- [Work item]
Extract each line of the records below that contains the word "edges".

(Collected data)
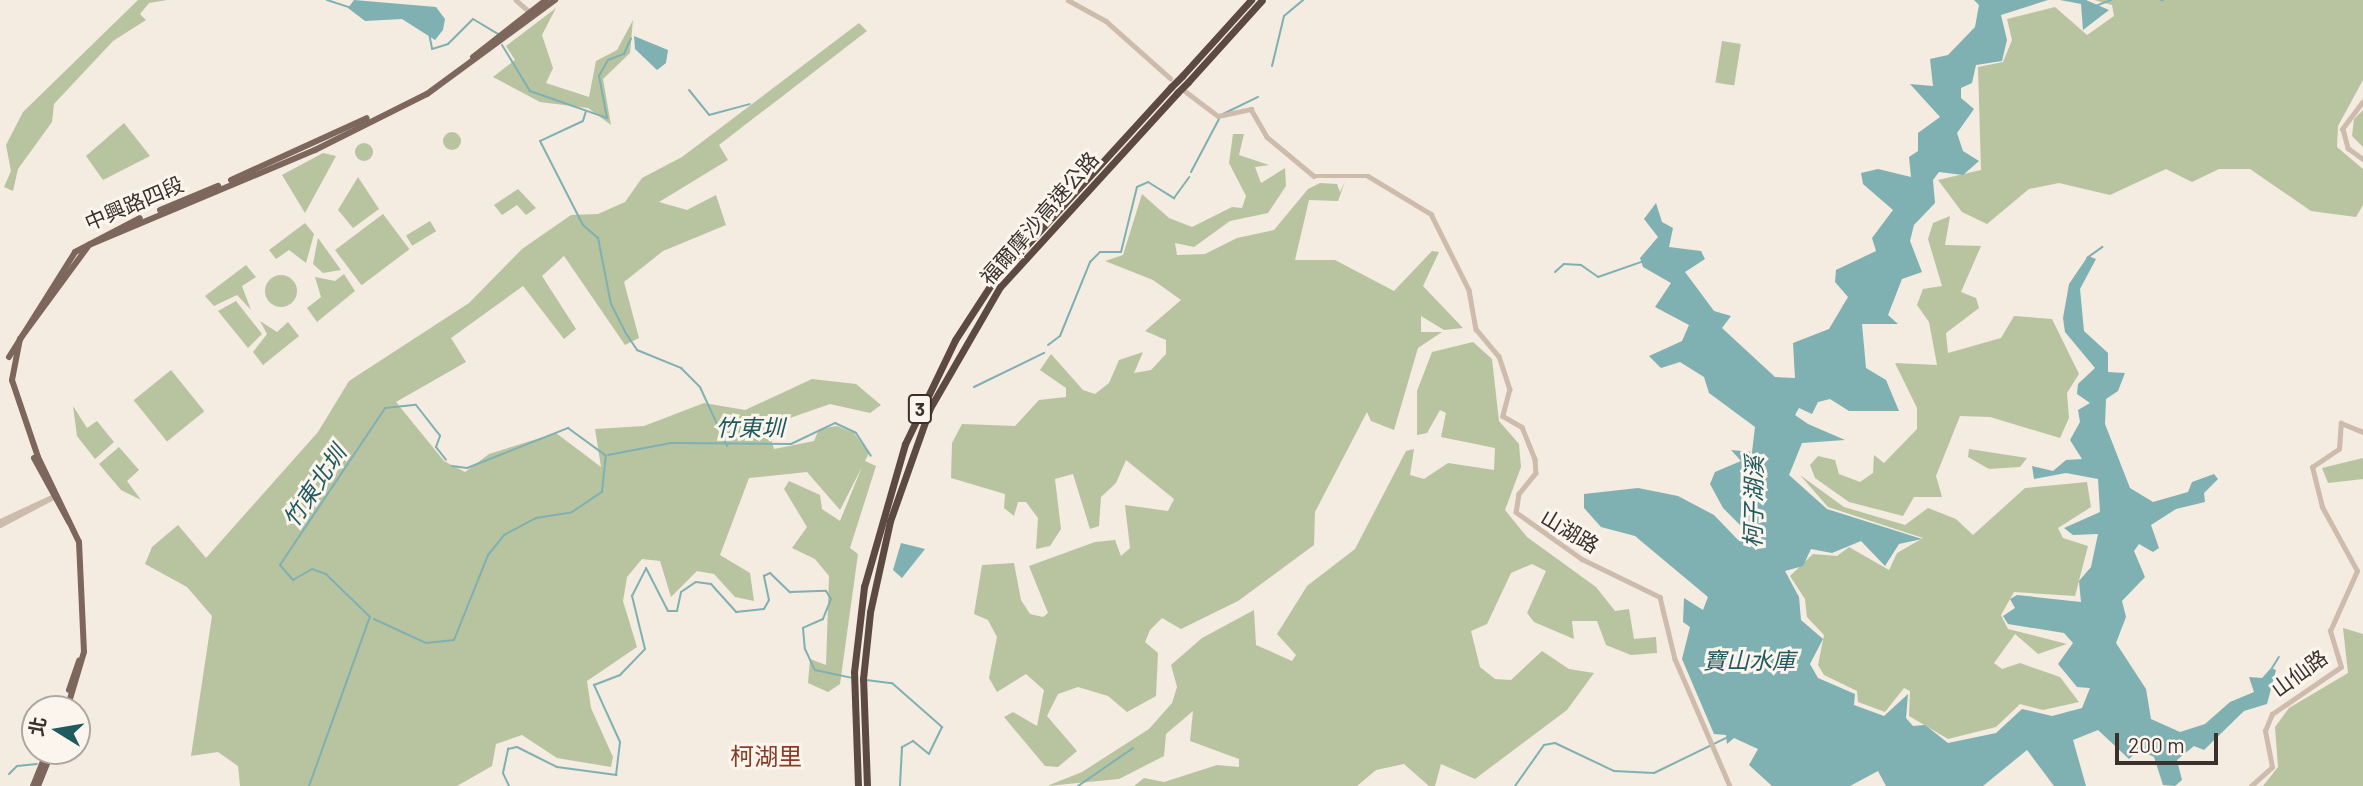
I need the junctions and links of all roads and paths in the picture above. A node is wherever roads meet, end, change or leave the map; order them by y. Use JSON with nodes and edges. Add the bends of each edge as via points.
{"nodes":[{"id":1,"x":516,"y":0,"type":"edge"},
{"id":2,"x":546,"y":0,"type":"edge"},
{"id":3,"x":555,"y":0,"type":"edge"},
{"id":4,"x":1068,"y":0,"type":"edge"},
{"id":5,"x":1251,"y":0,"type":"edge"},
{"id":6,"x":1262,"y":0,"type":"edge"},
{"id":7,"x":533,"y":15,"type":"junction"},
{"id":8,"x":1170,"y":78,"type":"dead end"},
{"id":9,"x":1185,"y":79,"type":"junction"},
{"id":10,"x":1178,"y":90,"type":"junction"},
{"id":11,"x":2363,"y":102,"type":"edge"},
{"id":12,"x":2363,"y":159,"type":"edge"},
{"id":13,"x":2363,"y":432,"type":"edge"},
{"id":14,"x":55,"y":495,"type":"junction"},
{"id":15,"x":0,"y":523,"type":"edge"},
{"id":16,"x":68,"y":695,"type":"edge"},
{"id":17,"x":70,"y":695,"type":"edge"},
{"id":18,"x":858,"y":711,"type":"junction"},
{"id":19,"x":44,"y":765,"type":"edge"},
{"id":20,"x":36,"y":786,"type":"edge"},
{"id":21,"x":859,"y":786,"type":"edge"},
{"id":22,"x":867,"y":786,"type":"edge"},
{"id":23,"x":1730,"y":786,"type":"edge"},
{"id":24,"x":2251,"y":786,"type":"edge"}],
"edges":[{"from":1,"to":7,"type":"street"},
{"from":2,"to":7,"type":"main road"},
{"from":3,"to":7,"type":"main road"},
{"from":4,"to":8,"type":"street","via":[[1107,21]]},
{"from":5,"to":9,"type":"highway","name":"福爾摩沙高速公路","number":"3"},
{"from":6,"to":9,"type":"highway","name":"福爾摩沙高速公路","number":"3"},
{"from":7,"to":14,"type":"main road","name":"中興路四段","via":[[446,79],[311,146],[103,233],[75,252],[16,336],[8,365],[26,434]]},
{"from":7,"to":17,"type":"main road","name":"中興路四段","via":[[427,94],[315,150],[89,244],[20,339],[12,380],[38,457],[79,542],[84,652]]},
{"from":9,"to":10,"type":"highway","name":"福爾摩沙高速公路","number":"3","bridge":true},
{"from":10,"to":18,"type":"highway","name":"福爾摩沙高速公路","number":"3","via":[[1039,239],[957,356],[906,467],[880,558]]},
{"from":10,"to":18,"type":"highway","name":"福爾摩沙高速公路","number":"3","via":[[1022,244],[955,340],[883,507],[856,653]]},
{"from":10,"to":23,"type":"street","name":"山湖路","via":[[1219,116],[1251,109],[1267,137],[1314,176],[1368,176],[1423,205],[1469,290],[1476,328],[1497,350],[1508,383],[1503,416],[1522,427],[1535,460],[1536,473],[1519,494],[1516,512],[1582,559],[1661,597],[1668,639]]},
{"from":11,"to":12,"type":"street","via":[[2343,129],[2348,148]]},
{"from":13,"to":24,"type":"street","name":"山仙路","via":[[2341,423],[2339,449],[2312,467],[2322,507],[2357,571],[2330,631],[2341,667],[2272,714],[2265,731],[2272,767]]},
{"from":14,"to":15,"type":"street"},
{"from":14,"to":16,"type":"main road","name":"中興路四段","via":[[75,542],[80,643]]},
{"from":18,"to":21,"type":"highway","name":"福爾摩沙高速公路","number":"3"},
{"from":18,"to":22,"type":"highway","name":"福爾摩沙高速公路","number":"3"},
{"from":19,"to":20,"type":"main road"}]}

- [Task output]
I need the junctions and links of all roads and paths in the picture above. A node is wherever roads meet, end, change or leave the map; order them by y. Use JSON with nodes and edges. Add the bends of each edge as via points.
"edges":[{"from":1,"to":7,"type":"street"},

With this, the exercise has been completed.